=== Directions for this task ===
Among these records, tally each line with the word "Mason"; the answer is that number alone.

=== Provided data ===

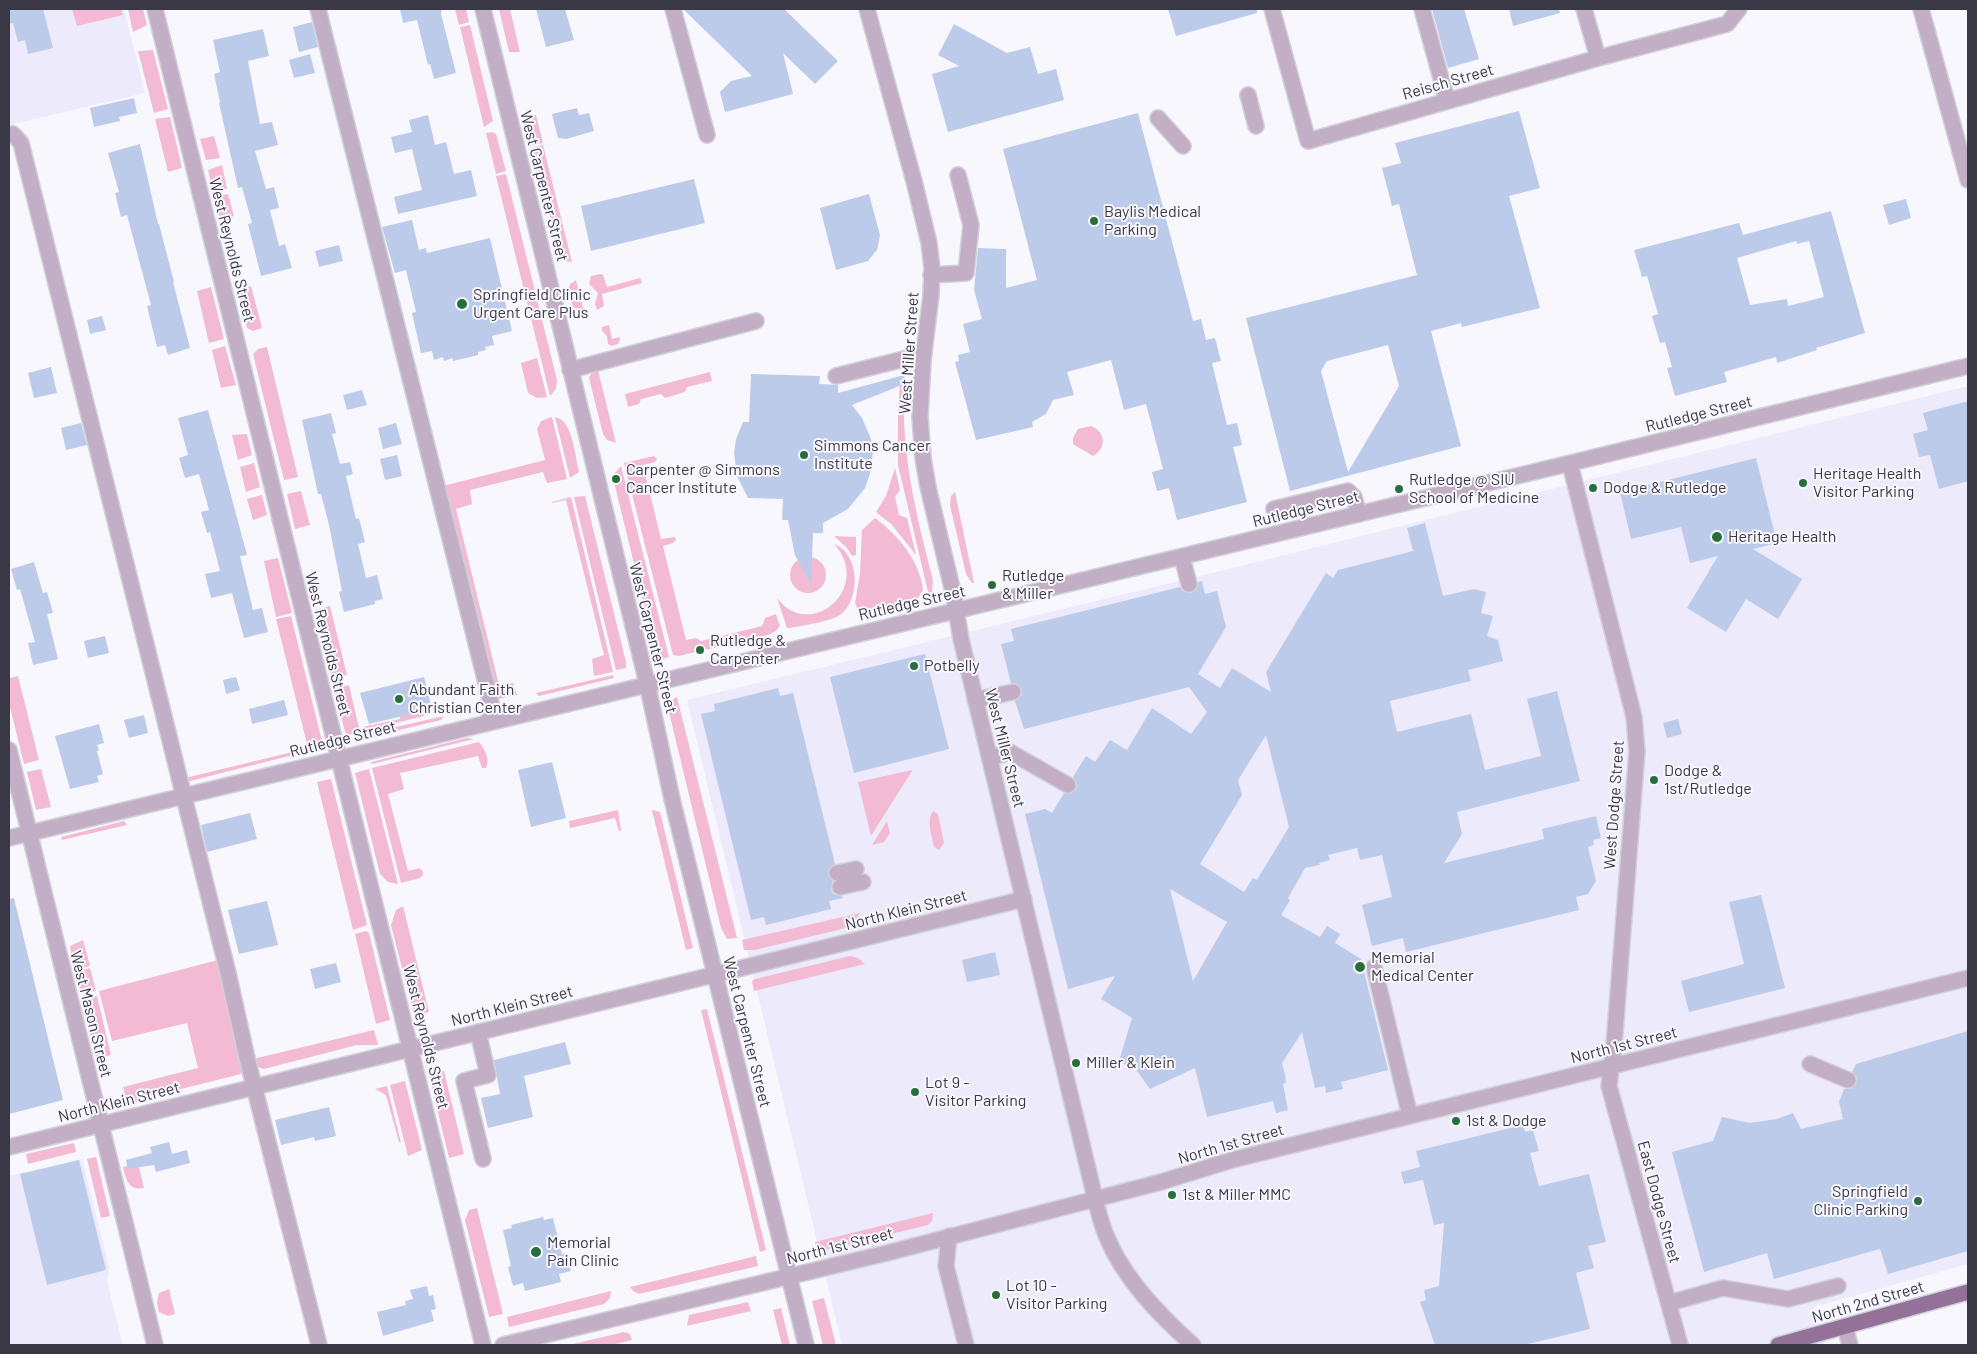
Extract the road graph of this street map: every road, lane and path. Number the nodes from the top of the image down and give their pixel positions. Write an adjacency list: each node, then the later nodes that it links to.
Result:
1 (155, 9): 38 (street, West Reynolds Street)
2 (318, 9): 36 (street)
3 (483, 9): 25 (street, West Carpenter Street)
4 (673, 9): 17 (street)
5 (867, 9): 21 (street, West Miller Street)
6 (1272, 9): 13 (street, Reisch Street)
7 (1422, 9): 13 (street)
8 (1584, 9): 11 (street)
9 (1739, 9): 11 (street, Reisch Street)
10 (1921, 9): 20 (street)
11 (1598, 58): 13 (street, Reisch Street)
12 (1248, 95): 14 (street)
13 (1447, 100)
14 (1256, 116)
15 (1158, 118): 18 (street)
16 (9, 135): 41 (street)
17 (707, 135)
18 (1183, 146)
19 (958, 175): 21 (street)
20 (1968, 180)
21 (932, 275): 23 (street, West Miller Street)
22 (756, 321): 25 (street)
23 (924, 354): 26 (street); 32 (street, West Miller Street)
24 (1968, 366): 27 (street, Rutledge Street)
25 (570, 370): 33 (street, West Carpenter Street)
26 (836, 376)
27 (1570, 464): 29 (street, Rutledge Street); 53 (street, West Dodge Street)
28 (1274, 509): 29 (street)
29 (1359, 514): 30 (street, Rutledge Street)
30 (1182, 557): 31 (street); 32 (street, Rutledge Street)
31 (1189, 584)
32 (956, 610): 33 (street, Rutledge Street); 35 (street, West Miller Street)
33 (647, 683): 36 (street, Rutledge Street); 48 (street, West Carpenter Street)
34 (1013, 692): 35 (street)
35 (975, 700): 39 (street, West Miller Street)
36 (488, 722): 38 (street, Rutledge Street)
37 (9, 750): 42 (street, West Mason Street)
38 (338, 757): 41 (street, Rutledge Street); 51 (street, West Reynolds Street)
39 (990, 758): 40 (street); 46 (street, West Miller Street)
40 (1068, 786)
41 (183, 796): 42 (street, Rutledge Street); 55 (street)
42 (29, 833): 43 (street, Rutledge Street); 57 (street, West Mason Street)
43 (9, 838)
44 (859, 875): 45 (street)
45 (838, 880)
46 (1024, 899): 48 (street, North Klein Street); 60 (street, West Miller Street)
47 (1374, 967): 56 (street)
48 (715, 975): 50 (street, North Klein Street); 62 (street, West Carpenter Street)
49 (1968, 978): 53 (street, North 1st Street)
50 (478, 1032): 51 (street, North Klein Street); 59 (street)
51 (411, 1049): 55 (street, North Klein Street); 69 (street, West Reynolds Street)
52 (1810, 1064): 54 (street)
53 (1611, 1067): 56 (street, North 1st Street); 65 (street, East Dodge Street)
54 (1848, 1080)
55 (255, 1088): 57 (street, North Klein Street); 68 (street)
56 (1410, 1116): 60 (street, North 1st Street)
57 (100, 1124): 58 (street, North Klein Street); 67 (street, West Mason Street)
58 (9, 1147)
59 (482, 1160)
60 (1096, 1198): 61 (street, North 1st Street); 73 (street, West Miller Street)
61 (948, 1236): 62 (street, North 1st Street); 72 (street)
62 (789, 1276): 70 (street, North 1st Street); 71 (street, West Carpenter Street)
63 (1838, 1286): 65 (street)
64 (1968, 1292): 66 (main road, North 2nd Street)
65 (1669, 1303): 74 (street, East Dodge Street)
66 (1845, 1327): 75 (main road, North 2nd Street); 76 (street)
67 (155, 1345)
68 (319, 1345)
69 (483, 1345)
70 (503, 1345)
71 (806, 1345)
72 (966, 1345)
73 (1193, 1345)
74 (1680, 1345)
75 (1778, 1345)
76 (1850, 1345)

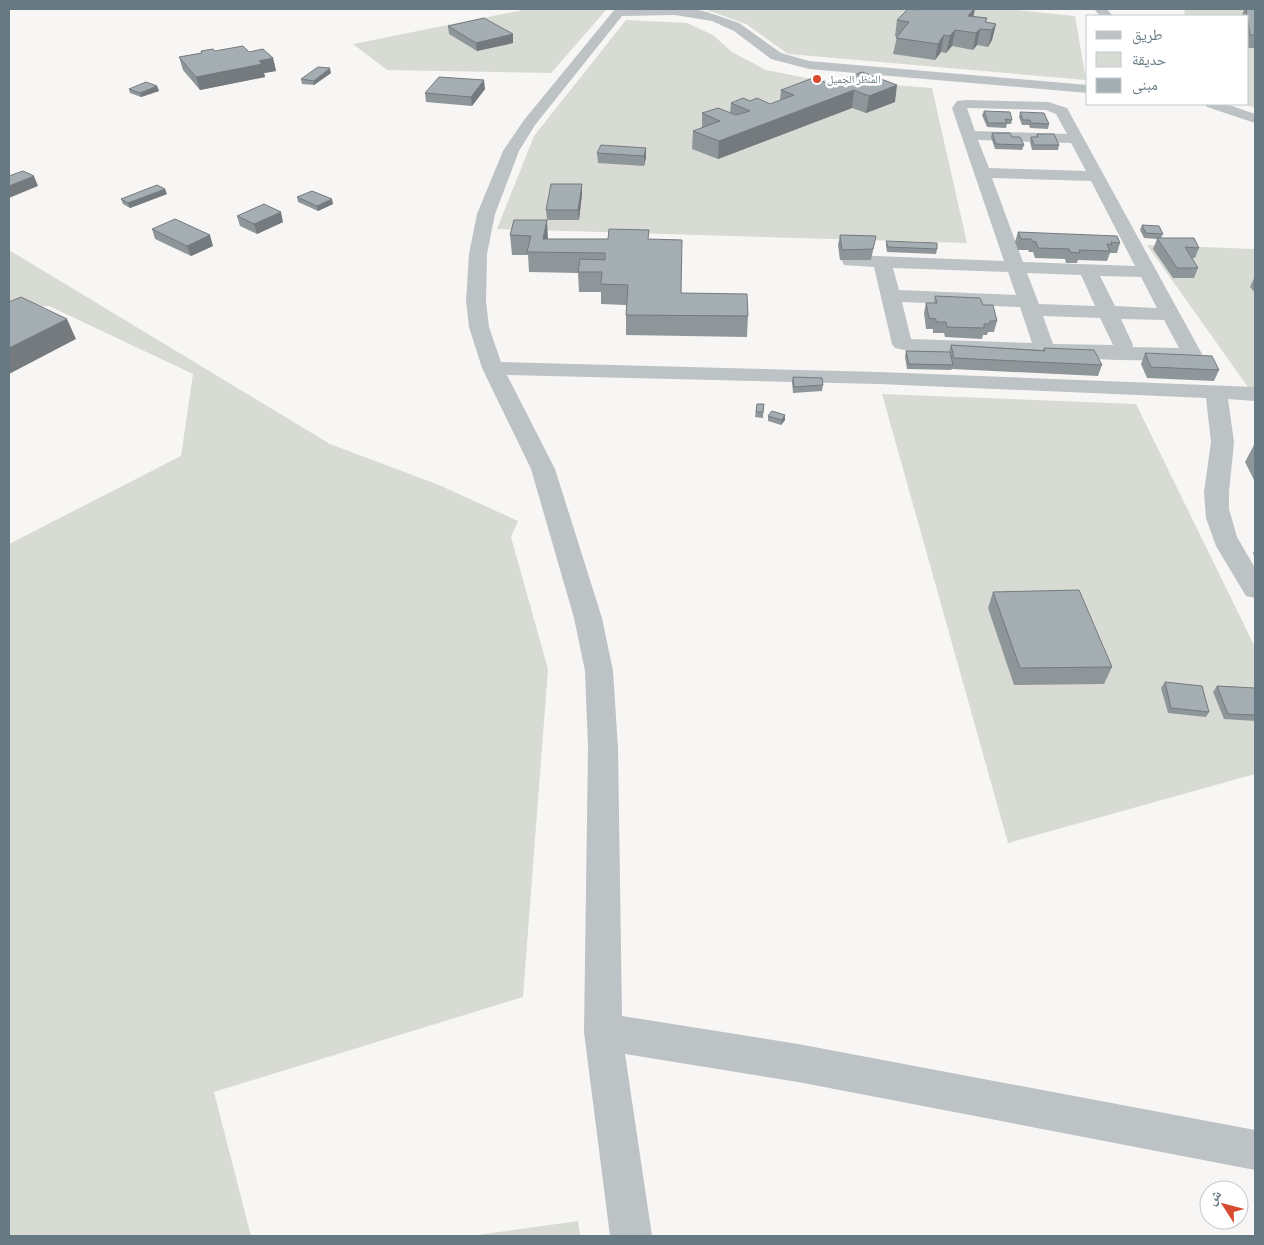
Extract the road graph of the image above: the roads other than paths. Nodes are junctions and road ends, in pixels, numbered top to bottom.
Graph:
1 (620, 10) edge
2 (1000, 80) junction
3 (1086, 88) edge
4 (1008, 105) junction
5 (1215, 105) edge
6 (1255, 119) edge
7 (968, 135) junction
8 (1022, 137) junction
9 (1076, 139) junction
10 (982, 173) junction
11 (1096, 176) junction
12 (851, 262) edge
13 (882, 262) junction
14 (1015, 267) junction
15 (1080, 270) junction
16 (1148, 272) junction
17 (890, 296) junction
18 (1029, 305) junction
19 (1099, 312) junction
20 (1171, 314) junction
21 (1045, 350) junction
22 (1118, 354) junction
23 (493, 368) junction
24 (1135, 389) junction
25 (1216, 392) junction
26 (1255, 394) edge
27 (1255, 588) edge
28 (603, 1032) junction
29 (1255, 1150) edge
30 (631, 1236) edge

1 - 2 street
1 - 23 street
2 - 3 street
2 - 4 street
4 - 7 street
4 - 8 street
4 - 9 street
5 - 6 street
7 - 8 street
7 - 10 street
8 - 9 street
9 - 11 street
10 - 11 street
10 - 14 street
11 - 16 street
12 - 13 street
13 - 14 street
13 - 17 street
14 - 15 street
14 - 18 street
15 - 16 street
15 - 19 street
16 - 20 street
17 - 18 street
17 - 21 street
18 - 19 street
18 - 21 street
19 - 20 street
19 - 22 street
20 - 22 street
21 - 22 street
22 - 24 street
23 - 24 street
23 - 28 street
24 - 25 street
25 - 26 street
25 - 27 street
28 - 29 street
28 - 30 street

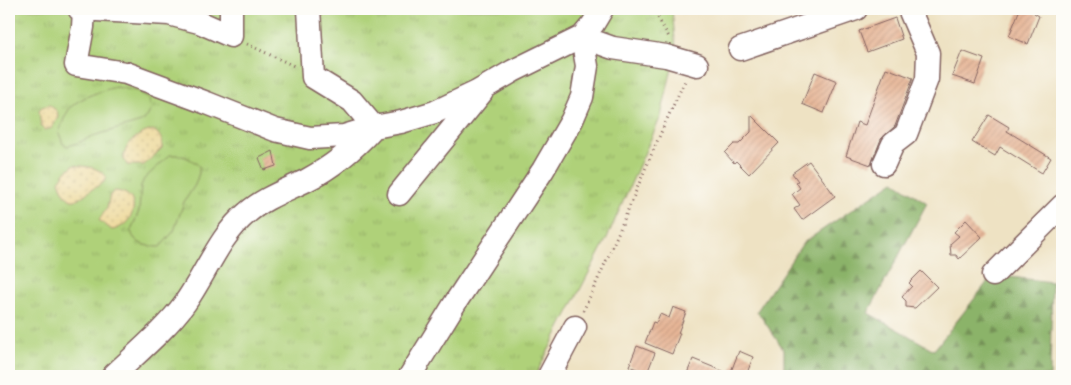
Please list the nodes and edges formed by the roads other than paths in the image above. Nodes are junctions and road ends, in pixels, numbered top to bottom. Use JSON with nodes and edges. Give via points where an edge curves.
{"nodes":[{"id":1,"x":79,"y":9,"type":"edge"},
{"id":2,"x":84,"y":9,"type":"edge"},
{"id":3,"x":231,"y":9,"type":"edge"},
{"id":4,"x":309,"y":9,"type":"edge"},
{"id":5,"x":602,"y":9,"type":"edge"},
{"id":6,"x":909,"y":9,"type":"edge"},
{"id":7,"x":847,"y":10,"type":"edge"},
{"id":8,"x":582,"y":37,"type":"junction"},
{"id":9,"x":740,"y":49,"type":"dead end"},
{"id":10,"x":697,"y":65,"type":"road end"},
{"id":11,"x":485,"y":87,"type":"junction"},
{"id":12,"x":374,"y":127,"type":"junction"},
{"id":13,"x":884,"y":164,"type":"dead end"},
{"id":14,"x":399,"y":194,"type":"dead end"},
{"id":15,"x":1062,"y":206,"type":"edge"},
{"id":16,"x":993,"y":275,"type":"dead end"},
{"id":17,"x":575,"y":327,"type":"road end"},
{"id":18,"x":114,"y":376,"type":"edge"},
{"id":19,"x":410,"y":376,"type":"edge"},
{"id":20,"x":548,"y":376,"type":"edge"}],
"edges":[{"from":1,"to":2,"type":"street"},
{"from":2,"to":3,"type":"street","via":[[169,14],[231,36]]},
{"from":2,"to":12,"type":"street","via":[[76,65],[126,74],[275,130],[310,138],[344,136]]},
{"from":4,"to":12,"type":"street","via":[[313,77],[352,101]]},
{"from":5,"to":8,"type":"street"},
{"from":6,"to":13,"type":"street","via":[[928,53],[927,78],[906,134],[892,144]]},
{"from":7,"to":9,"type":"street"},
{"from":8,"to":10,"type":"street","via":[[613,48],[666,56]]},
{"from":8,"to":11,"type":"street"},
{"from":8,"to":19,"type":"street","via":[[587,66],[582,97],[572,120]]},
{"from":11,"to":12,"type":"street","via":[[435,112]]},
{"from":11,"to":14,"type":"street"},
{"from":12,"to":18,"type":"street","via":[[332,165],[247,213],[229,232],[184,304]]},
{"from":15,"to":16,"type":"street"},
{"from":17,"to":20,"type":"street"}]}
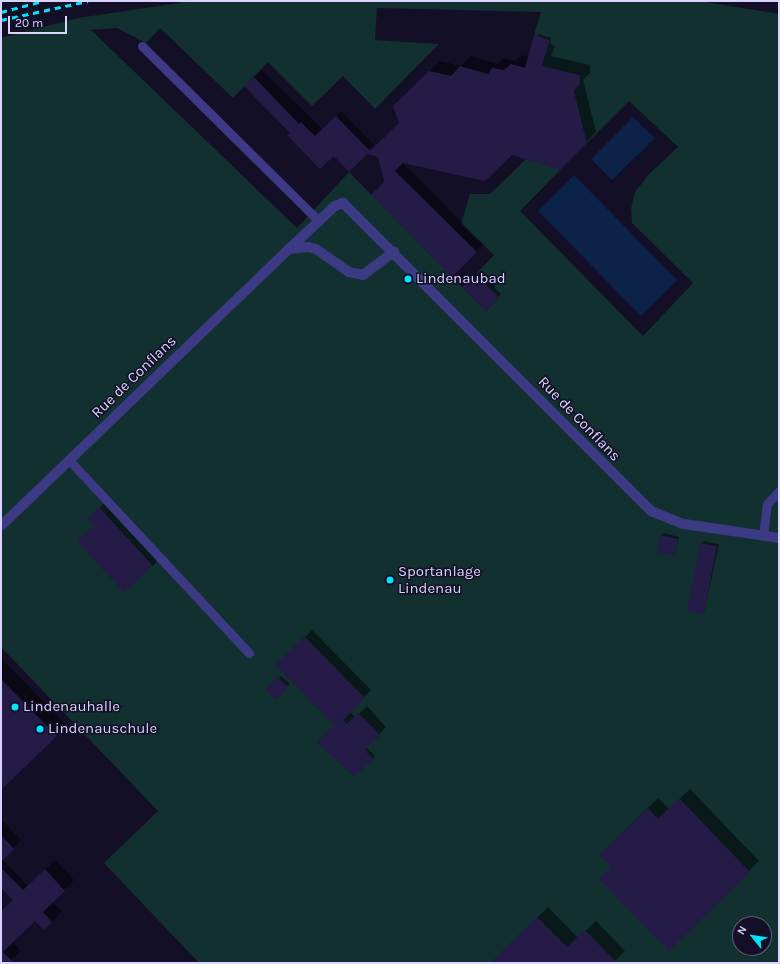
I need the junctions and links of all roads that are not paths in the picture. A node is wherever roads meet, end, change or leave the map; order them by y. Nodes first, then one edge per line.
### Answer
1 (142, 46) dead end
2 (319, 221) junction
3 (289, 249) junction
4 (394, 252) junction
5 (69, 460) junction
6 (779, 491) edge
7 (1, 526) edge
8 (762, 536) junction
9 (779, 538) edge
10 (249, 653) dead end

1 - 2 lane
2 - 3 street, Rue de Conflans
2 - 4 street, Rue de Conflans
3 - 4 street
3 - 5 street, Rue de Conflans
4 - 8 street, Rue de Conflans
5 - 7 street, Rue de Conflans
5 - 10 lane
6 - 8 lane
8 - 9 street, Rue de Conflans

=== Exercise result ===
3